#### Exercise instructions:
I need the entries printed again word for word, without the images.

#### Records for processing:
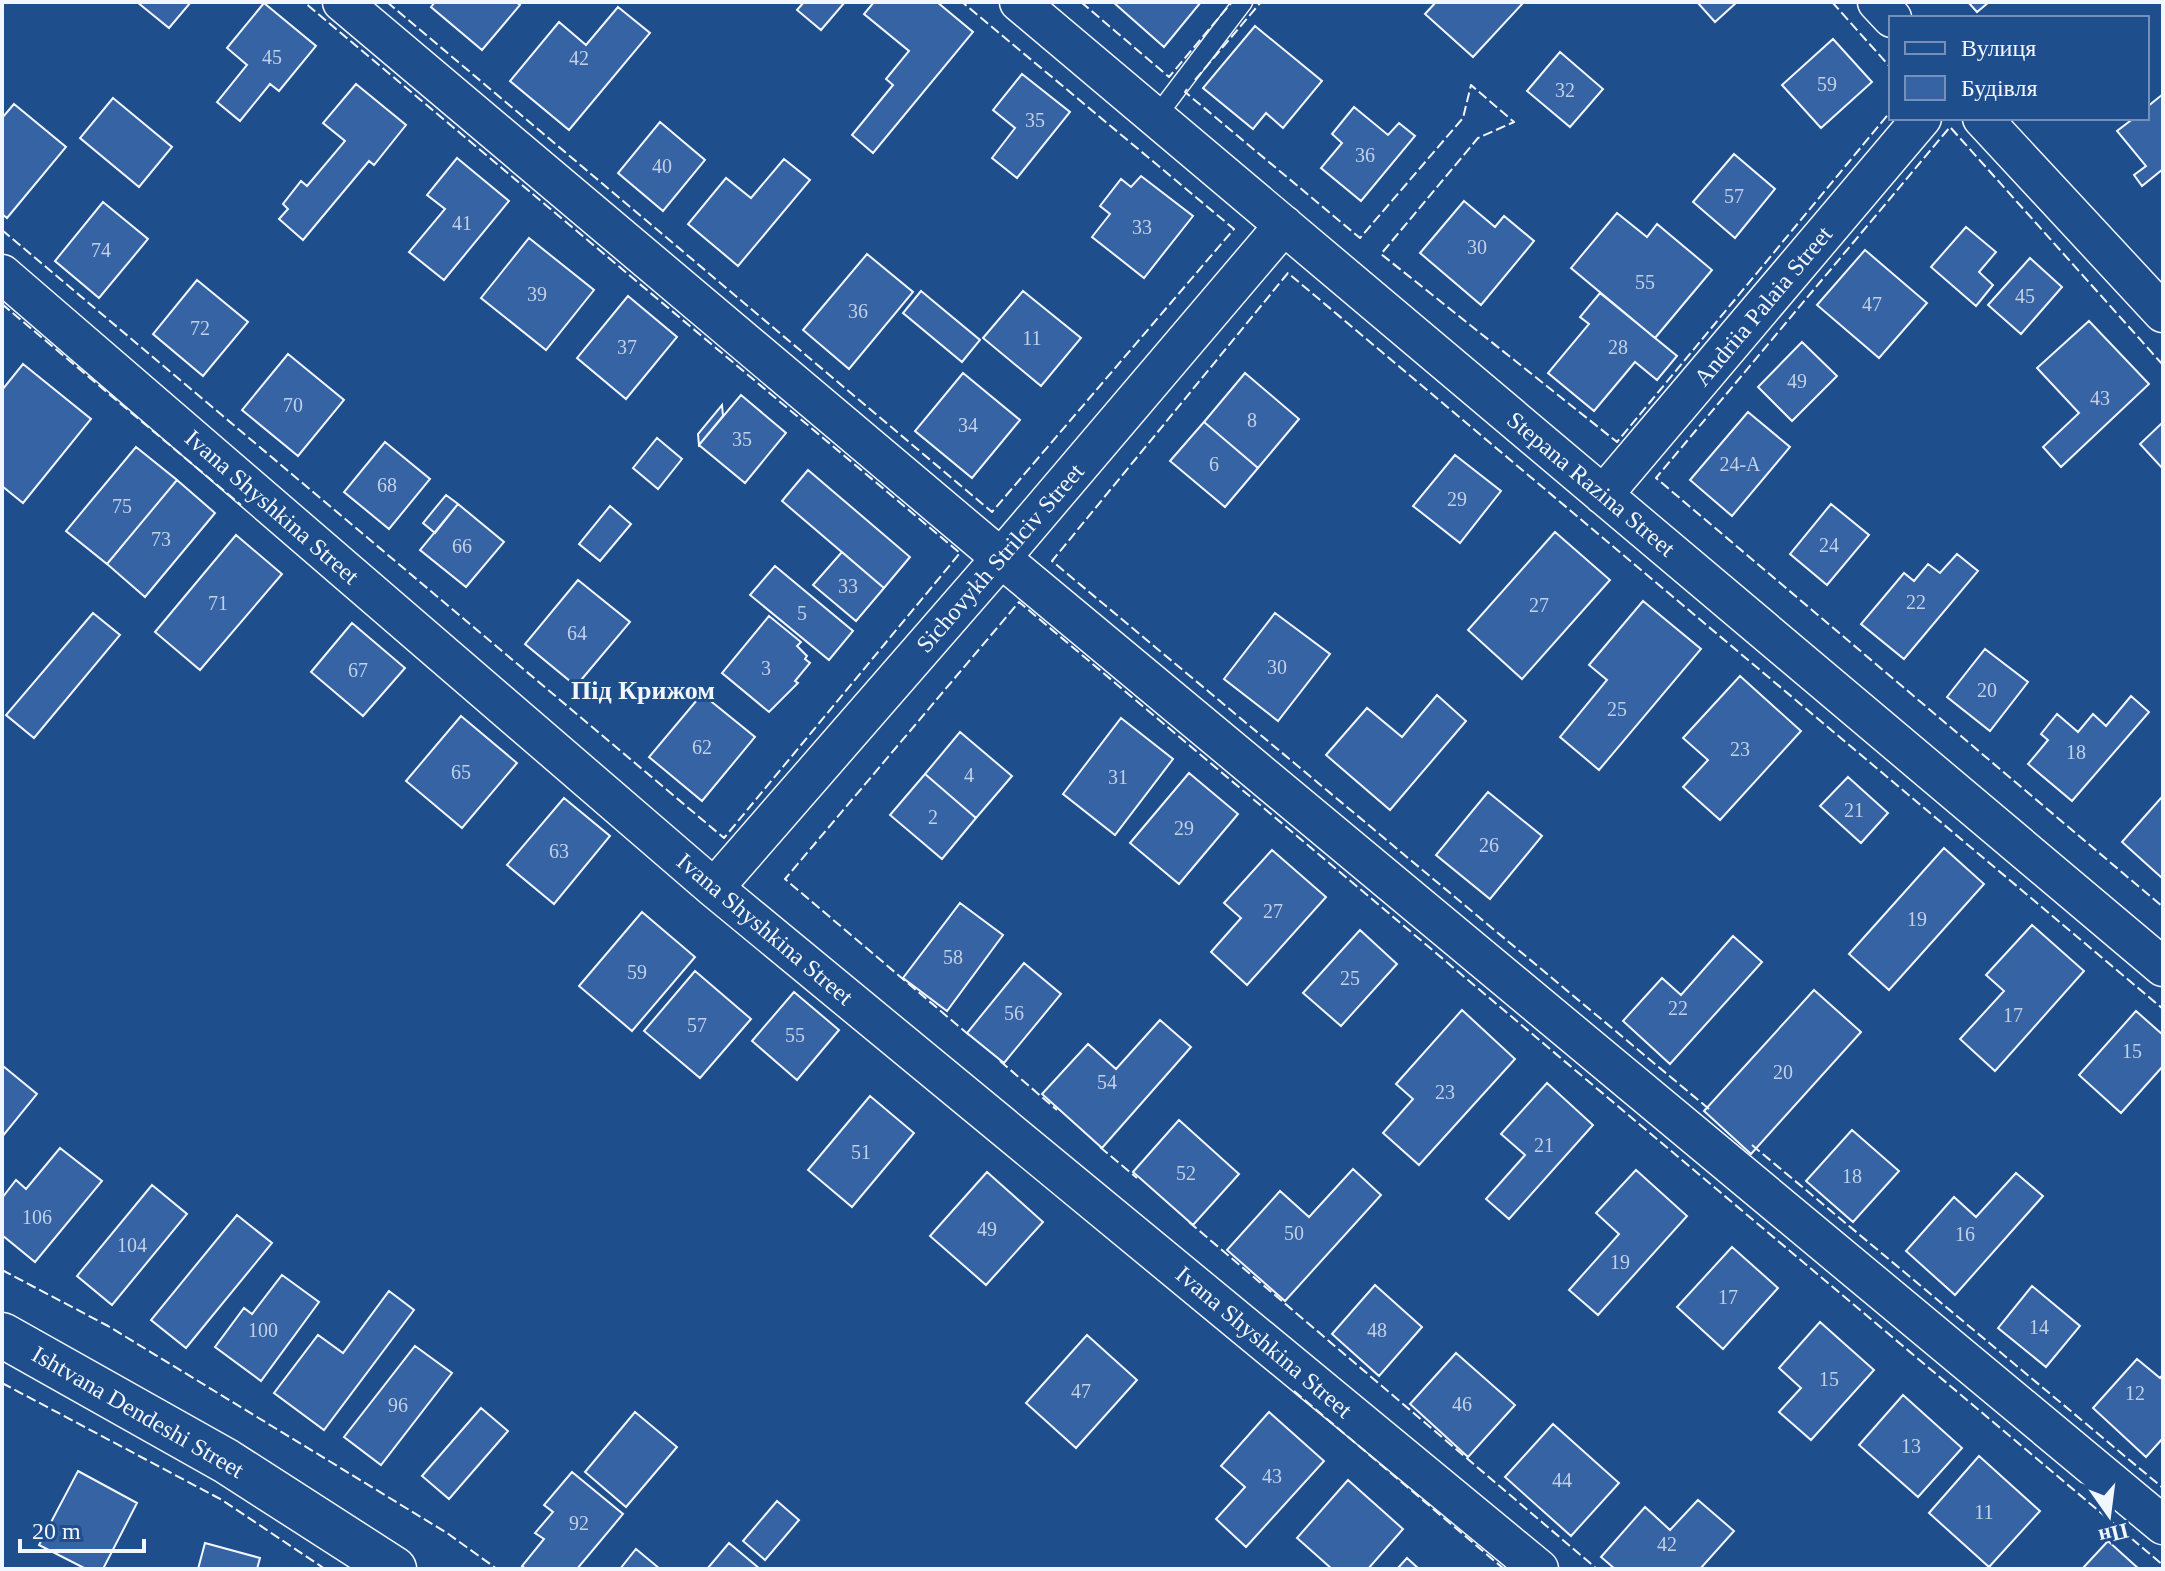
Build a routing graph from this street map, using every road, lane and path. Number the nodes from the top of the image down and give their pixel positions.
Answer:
1 (342, 2) edge
2 (1019, 2) edge
3 (1243, 2) edge
4 (1156, 117) junction
5 (1920, 120) edge
6 (1984, 120) edge
7 (1284, 225) junction
8 (2, 274) edge
9 (2163, 313) edge
10 (1603, 495) junction
11 (1001, 558) junction
12 (714, 888) junction
13 (2163, 967) edge
14 (2, 1335) edge
15 (2163, 1525) edge
16 (394, 1569) edge
17 (1539, 1569) edge

1 - 11 street
2 - 4 street, Stepana Razina Street
3 - 4 lane
4 - 7 street, Stepana Razina Street
5 - 10 street, Andriia Palaia Street
6 - 9 street
7 - 10 street, Stepana Razina Street
7 - 11 street, Sichovykh Strilciv Street
8 - 12 street, Ivana Shyshkina Street
10 - 13 street, Stepana Razina Street
11 - 12 street, Sichovykh Strilciv Street
11 - 15 street
12 - 17 street, Ivana Shyshkina Street
14 - 16 street, Ishtvana Dendeshi Street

#### Exercise output:
Build a routing graph from this street map, using every road, lane and path. Number the nodes from the top of the image down and give their pixel positions.
Answer:
1 (342, 2) edge
2 (1019, 2) edge
3 (1243, 2) edge
4 (1156, 117) junction
5 (1920, 120) edge
6 (1984, 120) edge
7 (1284, 225) junction
8 (2, 274) edge
9 (2163, 313) edge
10 (1603, 495) junction
11 (1001, 558) junction
12 (714, 888) junction
13 (2163, 967) edge
14 (2, 1335) edge
15 (2163, 1525) edge
16 (394, 1569) edge
17 (1539, 1569) edge

1 - 11 street
2 - 4 street, Stepana Razina Street
3 - 4 lane
4 - 7 street, Stepana Razina Street
5 - 10 street, Andriia Palaia Street
6 - 9 street
7 - 10 street, Stepana Razina Street
7 - 11 street, Sichovykh Strilciv Street
8 - 12 street, Ivana Shyshkina Street
10 - 13 street, Stepana Razina Street
11 - 12 street, Sichovykh Strilciv Street
11 - 15 street
12 - 17 street, Ivana Shyshkina Street
14 - 16 street, Ishtvana Dendeshi Street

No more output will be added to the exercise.